O meu peão é um gaúcho Guapo, das lidas campeiras, Domador, e bom ginete Entende tudo de campo De cada palmo desse chão, Traz o sol dourando a pele, E um riso largo, como um céu sem nuvens Um misto de rudez e coração.
Eu sou feliz, nesse recanto, A colcha verde dos campos Bordados de primavera Girassóis trazendo ouro Para o néctar das abelhas, Sou rica, tenho tesouros No trono da natureza. Nuns olhos mansos profundos Do meu peão guitarreiro Mesclas de anjo e guerreiro Herói de um pequeno mundo.
Esse rancho, é mais que um sonho, Tem raízes verdadeiras Nessa origens campeiras, Pago sul, bravo e altivo Que junto a ele cultivo Com força, coragem e fé De um dia ver mais crianças Cultuando a tradição, Pra o meu pago-coração Ser maior do que já é.
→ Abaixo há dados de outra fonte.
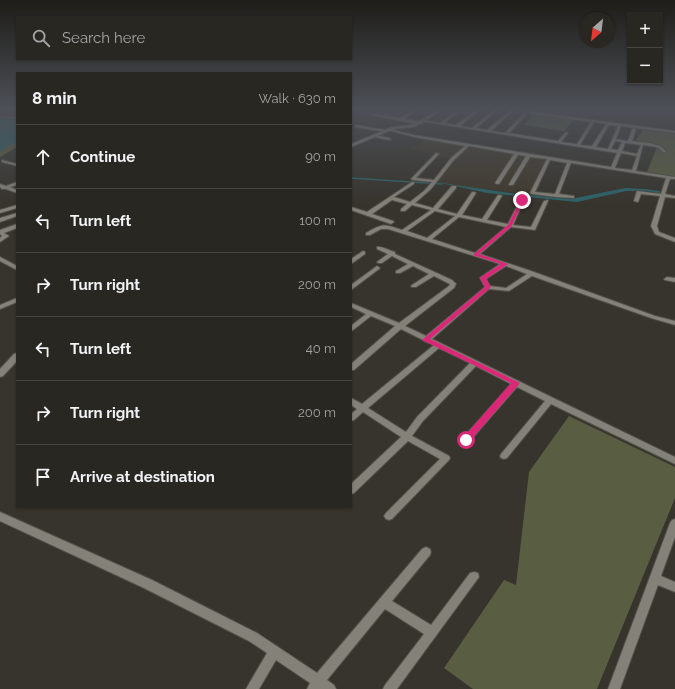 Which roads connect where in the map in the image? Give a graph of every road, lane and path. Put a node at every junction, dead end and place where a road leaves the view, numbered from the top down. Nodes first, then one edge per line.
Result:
1 (363, 141) edge
2 (447, 141) edge
3 (554, 141) edge
4 (581, 141) edge
5 (598, 141) edge
6 (613, 141) edge
7 (623, 141) edge
8 (559, 142) joint
9 (630, 142) joint
10 (623, 143) dead end
11 (468, 145) junction
12 (578, 145) junction
13 (352, 146) edge
14 (642, 146) dead end
15 (594, 148) junction
16 (609, 150) junction
17 (619, 152) junction
18 (664, 152) dead end
19 (517, 153) junction
20 (438, 154) dead end
21 (529, 155) junction
22 (639, 155) junction
23 (549, 159) junction
24 (3, 160) dead end
25 (569, 162) junction
26 (16, 165) edge
27 (612, 169) junction
28 (634, 170) dead end
29 (668, 177) junction
30 (675, 178) edge
31 (16, 183) edge
32 (412, 183) dead end
33 (434, 183) junction
34 (497, 183) dead end
35 (511, 184) dead end
36 (0, 185) edge
37 (6, 187) junction
38 (454, 187) dead end
39 (0, 190) edge
40 (16, 192) edge
41 (474, 193) dead end
42 (663, 195) junction
43 (500, 196) dead end
44 (556, 196) junction
45 (572, 197) dead end
46 (675, 197) edge
47 (392, 198) junction
48 (522, 200) dead end
49 (546, 201) dead end
50 (636, 202) dead end
51 (410, 203) junction
52 (16, 206) edge
53 (352, 208) edge
54 (403, 210) dead end
55 (434, 210) junction
56 (0, 212) edge
57 (16, 214) edge
58 (368, 214) junction
59 (459, 215) junction
60 (0, 220) edge
61 (484, 220) junction
62 (391, 222) dead end
63 (16, 226) edge
64 (510, 226) junction
65 (404, 231) junction
66 (1, 232) edge
67 (368, 234) dead end
68 (0, 240) edge
69 (427, 240) junction
70 (675, 240) edge
71 (378, 248) dead end
72 (363, 253) dead end
73 (393, 253) junction
74 (476, 255) junction
75 (0, 259) edge
76 (352, 261) edge
77 (413, 263) junction
78 (505, 264) junction
79 (16, 267) edge
80 (398, 272) dead end
81 (434, 273) junction
82 (532, 273) junction
83 (668, 279) dead end
84 (675, 280) edge
85 (414, 286) dead end
86 (352, 287) edge
87 (488, 287) junction
88 (16, 300) edge
89 (352, 305) edge
90 (0, 307) edge
91 (371, 313) junction
92 (675, 323) edge
93 (400, 326) junction
94 (352, 328) edge
95 (426, 340) junction
96 (437, 346) junction
97 (16, 357) edge
98 (476, 363) junction
99 (352, 367) edge
100 (0, 374) edge
101 (516, 383) junction
102 (550, 400) junction
103 (352, 402) edge
104 (363, 408) junction
105 (352, 417) edge
106 (407, 437) junction
107 (466, 440) dead end
108 (504, 456) dead end
109 (675, 461) edge
110 (352, 489) edge
111 (0, 516) edge
112 (389, 516) dead end
113 (674, 529) edge
114 (426, 552) dead end
115 (474, 578) dead end
116 (654, 579) junction
117 (675, 587) edge
118 (384, 602) junction
119 (432, 632) junction
120 (274, 652) junction
121 (315, 685) edge
122 (252, 689) edge
123 (330, 689) edge
124 (389, 689) edge
125 (614, 689) edge

1 - 13 street
2 - 11 street
3 - 8 street
4 - 12 street
5 - 15 street
6 - 16 street
7 - 9 street
8 - 12 street
9 - 18 street
10 - 17 street
11 - 19 street
11 - 33 street
12 - 15 street
14 - 22 street
15 - 16 street
16 - 17 street
17 - 22 street
17 - 27 street
19 - 21 street
19 - 34 street
20 - 33 street
21 - 23 street
21 - 35 street
22 - 28 street
23 - 25 street
23 - 44 street
24 - 26 street
25 - 27 street
25 - 44 street
27 - 29 street
29 - 30 street
29 - 42 street
31 - 37 street
32 - 47 street
33 - 51 street
36 - 37 street
37 - 39 street
37 - 40 street
38 - 55 street
41 - 59 street
42 - 46 street
42 - 50 street
42 - 70 street
43 - 61 street
44 - 45 street
47 - 51 street
47 - 58 street
48 - 64 street
49 - 64 street
51 - 54 street
51 - 55 street
52 - 56 street
53 - 58 street
55 - 59 street
55 - 65 street
57 - 60 street
58 - 62 street
59 - 61 street
59 - 69 street
61 - 64 street
63 - 66 street
64 - 74 street
65 - 67 street
65 - 69 street
66 - 68 street
69 - 74 street
71 - 73 street
72 - 76 street
73 - 77 street
73 - 86 street
74 - 78 street
75 - 79 street
77 - 80 street
77 - 81 street
78 - 82 street
78 - 87 street
81 - 85 street
81 - 93 street
82 - 87 street
82 - 92 street
83 - 84 street
87 - 95 street
88 - 90 street
89 - 91 street
91 - 93 street
91 - 94 street
93 - 95 street
93 - 99 street
95 - 96 street
96 - 98 street
96 - 104 street
97 - 100 street
98 - 101 street
98 - 106 street
101 - 102 street
101 - 107 street
102 - 108 street
102 - 109 street
103 - 104 street
104 - 105 street
104 - 106 street
106 - 110 street
106 - 112 street
111 - 120 street
113 - 116 street
114 - 118 street
115 - 119 street
116 - 117 street
116 - 125 street
118 - 119 street
118 - 121 street
119 - 124 street
120 - 121 street
120 - 122 street
121 - 123 street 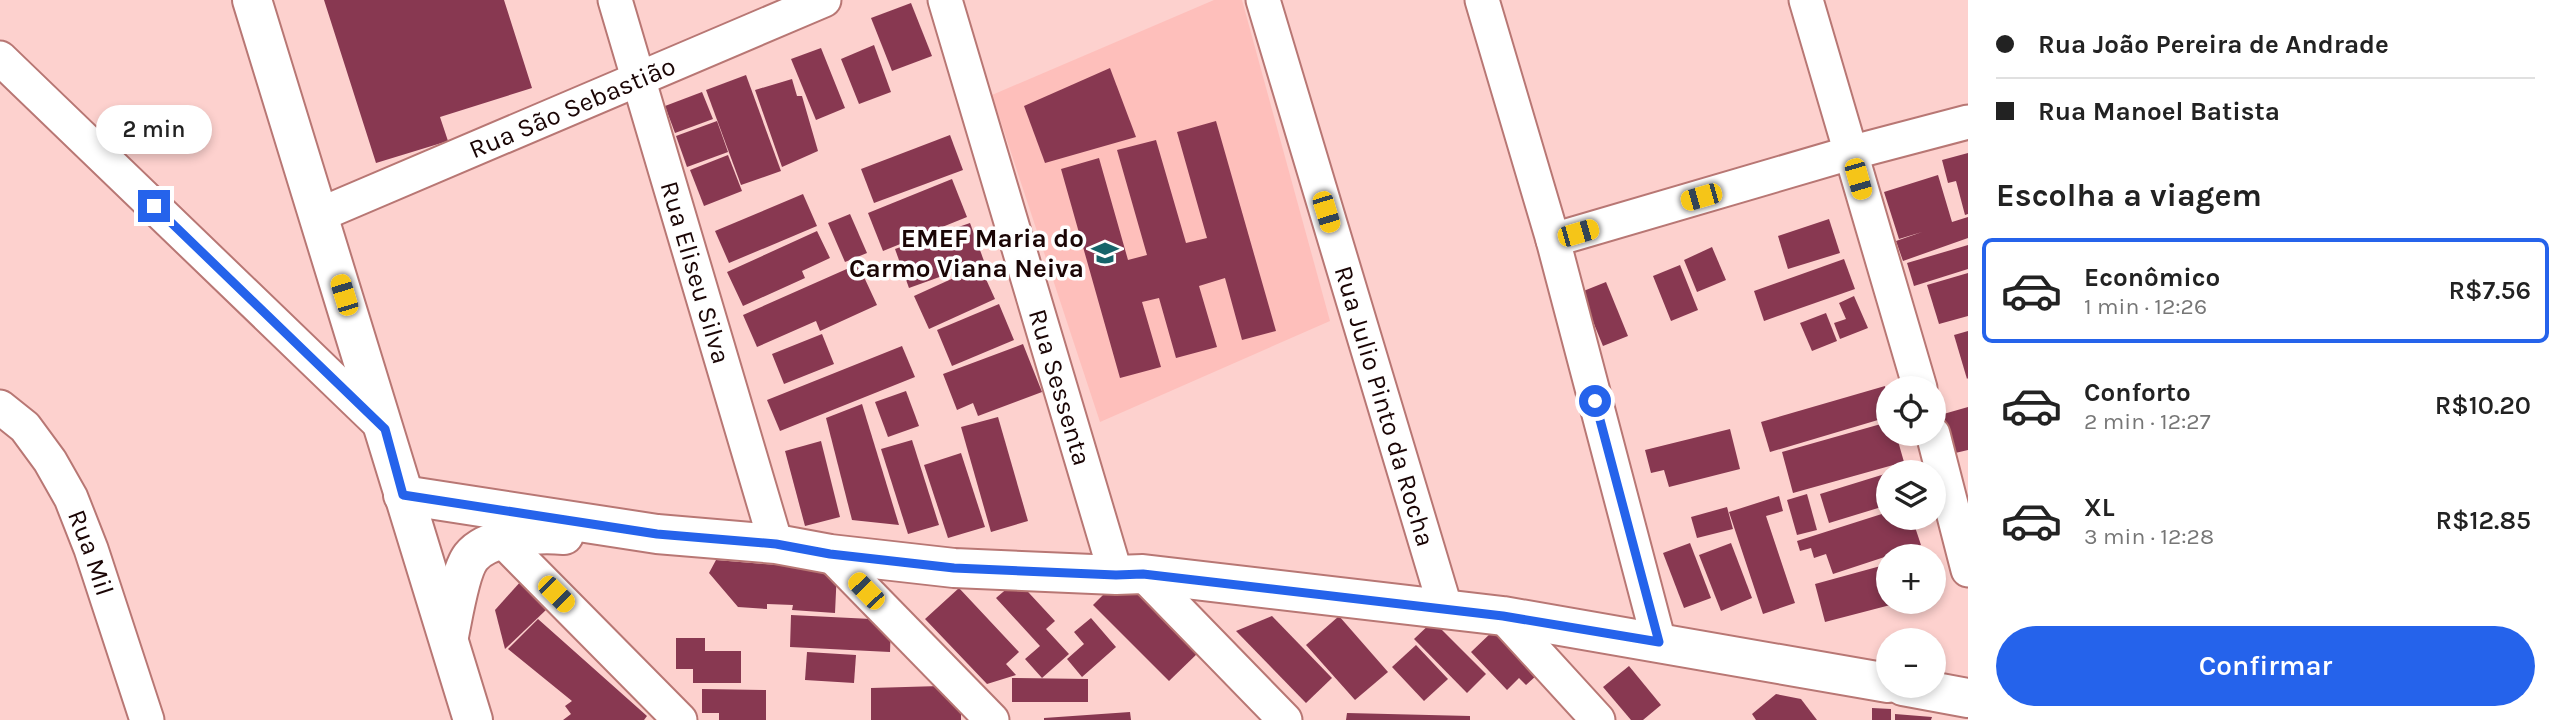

Meu taura gaúcho pampa Que traz na estampa a identidade De um verdadeiro campeiro Na singeleza do ser. Entende o canto das águas E, os silêncios de prece Que a natureza traduz Como guirlandas de luz Quando a alma se transcende. Na voz um tom de brandura Vem acordar a ternura Que mora dento de si.
A tardezita ele chega E o mate já esta cevado, Bota um piá de cada lado E conta fatos, e feitos, Num retrato do passado Escrito a ponta de lança, Pra que amanhã também tenham Orgulho da nossa história. Há tanto amor em seus olhos Que emociona e encanta Me sinto quase uma santa Por merecer tanto amor!
Depois abraça a guitarra E canta como ninguém E aquelas mão calejadas Parecem toques de fada Numa lira enternecida Querendo alcançar o céu, Com asas azulecidas. E no altar do meu coração E´ a sinfonia dos anjos Num hino de amor á vida.